__Input data__
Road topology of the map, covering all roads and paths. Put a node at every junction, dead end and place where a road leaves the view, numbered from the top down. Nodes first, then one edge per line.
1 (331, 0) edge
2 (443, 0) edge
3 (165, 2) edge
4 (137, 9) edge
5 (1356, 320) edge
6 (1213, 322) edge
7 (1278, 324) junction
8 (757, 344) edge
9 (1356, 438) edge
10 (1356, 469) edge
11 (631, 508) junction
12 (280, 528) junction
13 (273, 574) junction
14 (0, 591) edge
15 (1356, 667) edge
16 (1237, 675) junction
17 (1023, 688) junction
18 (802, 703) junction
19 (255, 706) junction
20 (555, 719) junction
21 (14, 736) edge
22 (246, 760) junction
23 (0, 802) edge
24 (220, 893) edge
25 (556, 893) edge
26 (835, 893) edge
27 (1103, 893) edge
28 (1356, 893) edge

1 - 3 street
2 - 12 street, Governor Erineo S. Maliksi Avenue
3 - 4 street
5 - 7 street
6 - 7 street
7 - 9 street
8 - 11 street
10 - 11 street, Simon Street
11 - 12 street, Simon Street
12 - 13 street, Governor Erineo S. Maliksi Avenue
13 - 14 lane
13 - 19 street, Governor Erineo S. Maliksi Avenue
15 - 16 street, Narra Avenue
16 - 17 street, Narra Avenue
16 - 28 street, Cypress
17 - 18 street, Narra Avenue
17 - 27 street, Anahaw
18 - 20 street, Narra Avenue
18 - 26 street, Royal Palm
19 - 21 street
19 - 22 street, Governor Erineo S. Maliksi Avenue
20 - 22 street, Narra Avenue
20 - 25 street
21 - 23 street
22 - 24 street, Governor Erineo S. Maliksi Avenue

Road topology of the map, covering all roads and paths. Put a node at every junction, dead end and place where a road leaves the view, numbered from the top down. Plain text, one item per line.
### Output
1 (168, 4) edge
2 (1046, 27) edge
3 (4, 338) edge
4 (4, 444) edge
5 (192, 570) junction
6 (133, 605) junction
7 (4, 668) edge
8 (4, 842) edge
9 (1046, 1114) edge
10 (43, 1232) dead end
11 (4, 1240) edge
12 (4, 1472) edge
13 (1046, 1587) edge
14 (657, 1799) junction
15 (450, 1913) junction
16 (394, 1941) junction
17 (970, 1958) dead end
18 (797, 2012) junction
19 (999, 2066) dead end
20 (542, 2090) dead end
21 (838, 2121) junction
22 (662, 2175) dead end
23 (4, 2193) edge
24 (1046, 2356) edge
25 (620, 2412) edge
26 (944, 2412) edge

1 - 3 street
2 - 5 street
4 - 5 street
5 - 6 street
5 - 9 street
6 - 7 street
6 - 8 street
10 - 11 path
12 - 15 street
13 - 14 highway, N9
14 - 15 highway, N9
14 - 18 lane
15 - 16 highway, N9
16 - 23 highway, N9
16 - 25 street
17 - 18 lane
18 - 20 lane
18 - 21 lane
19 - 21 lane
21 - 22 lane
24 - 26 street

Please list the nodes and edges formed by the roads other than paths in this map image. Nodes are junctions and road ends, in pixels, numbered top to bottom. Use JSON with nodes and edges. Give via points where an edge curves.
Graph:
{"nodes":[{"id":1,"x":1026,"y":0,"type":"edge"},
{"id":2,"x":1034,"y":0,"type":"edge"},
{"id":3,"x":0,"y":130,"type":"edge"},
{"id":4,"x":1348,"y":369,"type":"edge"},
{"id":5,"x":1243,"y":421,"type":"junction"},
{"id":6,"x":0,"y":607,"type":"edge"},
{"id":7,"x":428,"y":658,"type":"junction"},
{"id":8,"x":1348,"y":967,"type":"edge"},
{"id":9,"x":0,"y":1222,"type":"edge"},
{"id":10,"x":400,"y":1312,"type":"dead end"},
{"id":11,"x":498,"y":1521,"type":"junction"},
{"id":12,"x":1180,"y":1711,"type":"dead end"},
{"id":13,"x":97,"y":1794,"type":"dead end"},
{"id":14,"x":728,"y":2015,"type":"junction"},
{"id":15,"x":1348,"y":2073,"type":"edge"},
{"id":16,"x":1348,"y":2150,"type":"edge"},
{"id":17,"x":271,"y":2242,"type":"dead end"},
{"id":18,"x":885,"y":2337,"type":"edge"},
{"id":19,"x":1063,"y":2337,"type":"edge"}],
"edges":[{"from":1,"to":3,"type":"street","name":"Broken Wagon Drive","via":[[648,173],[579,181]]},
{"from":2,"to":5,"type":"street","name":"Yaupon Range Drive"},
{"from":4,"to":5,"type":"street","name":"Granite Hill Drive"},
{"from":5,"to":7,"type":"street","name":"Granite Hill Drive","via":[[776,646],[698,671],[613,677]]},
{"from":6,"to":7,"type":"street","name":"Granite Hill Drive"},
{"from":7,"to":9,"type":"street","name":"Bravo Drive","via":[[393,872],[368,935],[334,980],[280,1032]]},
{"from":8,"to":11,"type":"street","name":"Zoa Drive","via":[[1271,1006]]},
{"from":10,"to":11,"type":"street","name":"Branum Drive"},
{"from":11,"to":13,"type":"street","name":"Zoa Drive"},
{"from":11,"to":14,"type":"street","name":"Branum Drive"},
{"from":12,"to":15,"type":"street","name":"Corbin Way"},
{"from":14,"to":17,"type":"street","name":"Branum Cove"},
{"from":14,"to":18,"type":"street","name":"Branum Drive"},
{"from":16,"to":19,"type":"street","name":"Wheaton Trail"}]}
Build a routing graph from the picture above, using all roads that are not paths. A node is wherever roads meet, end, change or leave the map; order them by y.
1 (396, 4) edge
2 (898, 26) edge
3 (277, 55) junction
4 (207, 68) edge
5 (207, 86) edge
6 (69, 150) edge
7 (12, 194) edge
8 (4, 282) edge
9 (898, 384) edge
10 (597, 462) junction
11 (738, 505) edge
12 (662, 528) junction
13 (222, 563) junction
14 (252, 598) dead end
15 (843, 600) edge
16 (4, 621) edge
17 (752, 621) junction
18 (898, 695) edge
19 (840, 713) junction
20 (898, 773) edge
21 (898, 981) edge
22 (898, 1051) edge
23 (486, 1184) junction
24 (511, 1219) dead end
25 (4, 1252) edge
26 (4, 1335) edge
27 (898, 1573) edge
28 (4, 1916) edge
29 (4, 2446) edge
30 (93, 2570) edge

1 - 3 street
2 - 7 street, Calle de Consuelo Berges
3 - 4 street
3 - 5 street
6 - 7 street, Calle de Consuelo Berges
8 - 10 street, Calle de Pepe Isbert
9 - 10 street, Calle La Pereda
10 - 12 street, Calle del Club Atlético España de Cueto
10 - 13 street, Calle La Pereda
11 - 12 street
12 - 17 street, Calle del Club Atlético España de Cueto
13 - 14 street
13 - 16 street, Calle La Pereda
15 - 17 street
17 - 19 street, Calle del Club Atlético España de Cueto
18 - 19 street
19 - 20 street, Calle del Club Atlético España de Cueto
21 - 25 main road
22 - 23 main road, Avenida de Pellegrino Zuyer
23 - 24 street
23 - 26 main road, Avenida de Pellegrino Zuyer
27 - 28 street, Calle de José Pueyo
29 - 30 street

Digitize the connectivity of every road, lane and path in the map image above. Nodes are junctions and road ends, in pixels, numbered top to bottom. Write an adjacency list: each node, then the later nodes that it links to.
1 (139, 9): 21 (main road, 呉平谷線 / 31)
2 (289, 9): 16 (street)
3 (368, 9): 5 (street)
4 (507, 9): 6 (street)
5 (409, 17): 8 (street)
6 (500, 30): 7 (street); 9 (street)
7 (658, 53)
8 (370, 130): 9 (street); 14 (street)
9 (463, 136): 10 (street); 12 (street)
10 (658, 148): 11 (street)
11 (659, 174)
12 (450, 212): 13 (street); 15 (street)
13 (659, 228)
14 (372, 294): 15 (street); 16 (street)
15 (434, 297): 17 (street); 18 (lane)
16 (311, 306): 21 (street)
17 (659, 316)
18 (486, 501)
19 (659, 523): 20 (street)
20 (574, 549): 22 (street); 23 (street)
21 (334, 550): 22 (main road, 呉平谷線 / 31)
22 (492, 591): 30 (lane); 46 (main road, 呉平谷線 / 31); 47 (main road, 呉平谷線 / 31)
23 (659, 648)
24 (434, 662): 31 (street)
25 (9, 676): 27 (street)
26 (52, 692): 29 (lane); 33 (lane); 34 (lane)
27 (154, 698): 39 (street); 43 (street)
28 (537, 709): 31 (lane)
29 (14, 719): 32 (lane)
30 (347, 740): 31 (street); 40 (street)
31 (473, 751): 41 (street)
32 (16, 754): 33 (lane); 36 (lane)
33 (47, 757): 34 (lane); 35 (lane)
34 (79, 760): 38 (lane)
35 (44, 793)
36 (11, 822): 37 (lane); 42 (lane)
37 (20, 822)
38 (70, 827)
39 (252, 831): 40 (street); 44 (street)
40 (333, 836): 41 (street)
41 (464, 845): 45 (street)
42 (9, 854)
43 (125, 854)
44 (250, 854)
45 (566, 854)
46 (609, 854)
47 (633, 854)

__Task description__
Please report every line of the listing that contains the string "down".

__Response box__
Road topology of the map, covering all roads and paths. Put a node at every junction, dead end and place where a road leaves the view, numbered from the top down. Nodes first, then one edge per line.
Road topology of the map, covering all roads and paths. Put a node at every junction, dead end and place where a road leaves the view, numbered from the top down. Plain text, one item per line.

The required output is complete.